● **The task**
If a record holds a picture, drop the picture and repeat everything else word for word.

★ ★ ★ ★ ★ ★ ★

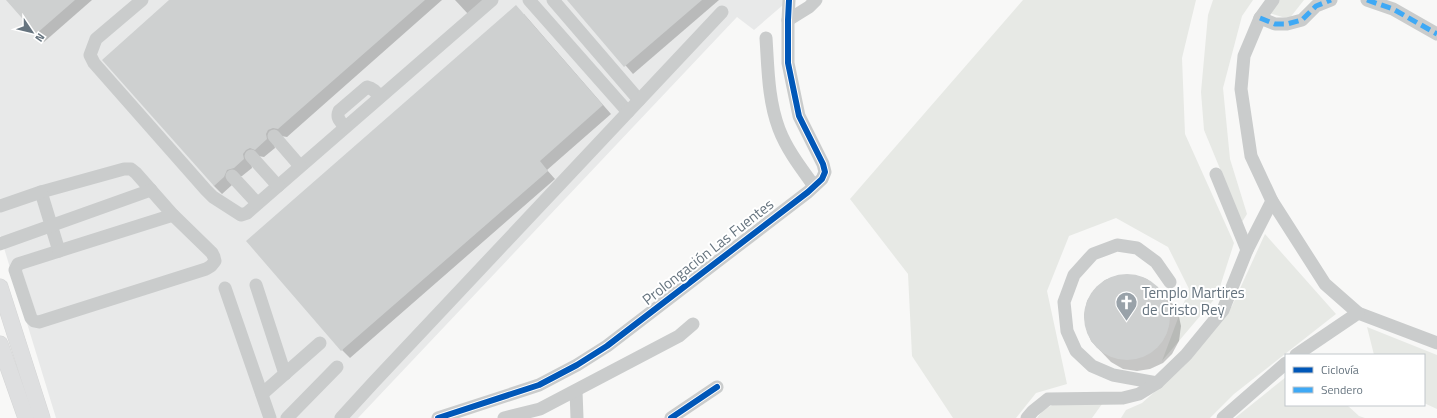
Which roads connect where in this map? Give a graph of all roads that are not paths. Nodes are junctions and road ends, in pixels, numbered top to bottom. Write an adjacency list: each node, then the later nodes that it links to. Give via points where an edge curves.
1 (142, 0): 27 (street, via 96,39 90,55 94,63 213,197 241,215)
2 (492, 0): 19 (street)
3 (529, 0): 16 (street)
4 (553, 0): 15 (street)
5 (789, 0): 12 (street, Prolongación Las Fuentes)
6 (816, 0): 12 (street)
7 (1273, 0): 11 (street)
8 (1331, 0): 11 (street, via 1316,6 1302,20 1287,24 1275,24)
9 (1367, 0): 13 (street, via 1393,9)
10 (722, 12): 15 (street)
11 (1260, 18): 26 (street, via 1244,56 1241,89 1251,156)
12 (788, 20): 23 (street, Prolongación Las Fuentes, via 788,63 799,116 825,172)
13 (1437, 34)
14 (766, 38): 23 (street, via 770,85 779,129 789,150)
15 (639, 100): 16 (street)
16 (628, 112): 55 (street)
17 (274, 136): 19 (street)
18 (251, 156): 22 (street)
19 (300, 166): 22 (street)
20 (1216, 174): 32 (street)
21 (232, 176): 27 (street)
22 (278, 186): 27 (street)
23 (814, 186): 56 (street, Prolongación Las Fuentes, via 578,366 539,385)
24 (151, 190): 25 (street, via 134,171 127,169); 29 (street); 30 (street)
25 (41, 192): 28 (street); 30 (street)
26 (1272, 201): 32 (street); 38 (street, via 1325,284)
27 (257, 203)
28 (0, 206)
29 (173, 215): 33 (street); 33 (street, via 214,257 215,261 211,266 39,322 34,321 15,268 18,264)
30 (52, 226): 31 (street); 33 (street)
31 (0, 244)
32 (1247, 250): 47 (street, via 1223,310 1186,355)
33 (59, 251)
34 (1170, 282): 47 (street, via 1156,262 1137,248 1117,245 1093,254 1074,275 1064,302 1067,331 1076,351 1092,366 1113,375)
35 (256, 285): 46 (street)
36 (0, 287): 52 (main road)
37 (225, 288): 50 (street)
38 (1358, 313): 41 (street); 43 (street)
39 (693, 324): 49 (street, via 679,336)
40 (320, 343): 46 (street)
41 (1437, 343)
42 (0, 344): 51 (main road)
43 (1297, 354)
44 (1285, 364): 61 (street)
45 (337, 367): 54 (street)
46 (285, 374): 50 (street)
47 (1157, 382): 60 (street, via 1139,394 1123,398 1048,399)
48 (717, 387): 59 (street)
49 (576, 391): 57 (street, via 540,409); 58 (street)
50 (262, 394): 53 (street)
51 (26, 418)
52 (42, 418)
53 (270, 418)
54 (287, 418)
55 (341, 418)
56 (438, 418)
57 (504, 418)
58 (577, 418)
59 (671, 418)
60 (1027, 418)
61 (1223, 418)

★ ★ ★ ★ ★ ★ ★

● **Answer space**
Which roads connect where in this map? Give a graph of all roads that are not paths. Nodes are junctions and road ends, in pixels, numbered top to bottom. Write an adjacency list: each node, then the later nodes that it links to. Give via points where an edge curves.
1 (142, 0): 27 (street, via 96,39 90,55 94,63 213,197 241,215)
2 (492, 0): 19 (street)
3 (529, 0): 16 (street)
4 (553, 0): 15 (street)
5 (789, 0): 12 (street, Prolongación Las Fuentes)
6 (816, 0): 12 (street)
7 (1273, 0): 11 (street)
8 (1331, 0): 11 (street, via 1316,6 1302,20 1287,24 1275,24)
9 (1367, 0): 13 (street, via 1393,9)
10 (722, 12): 15 (street)
11 (1260, 18): 26 (street, via 1244,56 1241,89 1251,156)
12 (788, 20): 23 (street, Prolongación Las Fuentes, via 788,63 799,116 825,172)
13 (1437, 34)
14 (766, 38): 23 (street, via 770,85 779,129 789,150)
15 (639, 100): 16 (street)
16 (628, 112): 55 (street)
17 (274, 136): 19 (street)
18 (251, 156): 22 (street)
19 (300, 166): 22 (street)
20 (1216, 174): 32 (street)
21 (232, 176): 27 (street)
22 (278, 186): 27 (street)
23 (814, 186): 56 (street, Prolongación Las Fuentes, via 578,366 539,385)
24 (151, 190): 25 (street, via 134,171 127,169); 29 (street); 30 (street)
25 (41, 192): 28 (street); 30 (street)
26 (1272, 201): 32 (street); 38 (street, via 1325,284)
27 (257, 203)
28 (0, 206)
29 (173, 215): 33 (street); 33 (street, via 214,257 215,261 211,266 39,322 34,321 15,268 18,264)
30 (52, 226): 31 (street); 33 (street)
31 (0, 244)
32 (1247, 250): 47 (street, via 1223,310 1186,355)
33 (59, 251)
34 (1170, 282): 47 (street, via 1156,262 1137,248 1117,245 1093,254 1074,275 1064,302 1067,331 1076,351 1092,366 1113,375)
35 (256, 285): 46 (street)
36 (0, 287): 52 (main road)
37 (225, 288): 50 (street)
38 (1358, 313): 41 (street); 43 (street)
39 (693, 324): 49 (street, via 679,336)
40 (320, 343): 46 (street)
41 (1437, 343)
42 (0, 344): 51 (main road)
43 (1297, 354)
44 (1285, 364): 61 (street)
45 (337, 367): 54 (street)
46 (285, 374): 50 (street)
47 (1157, 382): 60 (street, via 1139,394 1123,398 1048,399)
48 (717, 387): 59 (street)
49 (576, 391): 57 (street, via 540,409); 58 (street)
50 (262, 394): 53 (street)
51 (26, 418)
52 (42, 418)
53 (270, 418)
54 (287, 418)
55 (341, 418)
56 (438, 418)
57 (504, 418)
58 (577, 418)
59 (671, 418)
60 (1027, 418)
61 (1223, 418)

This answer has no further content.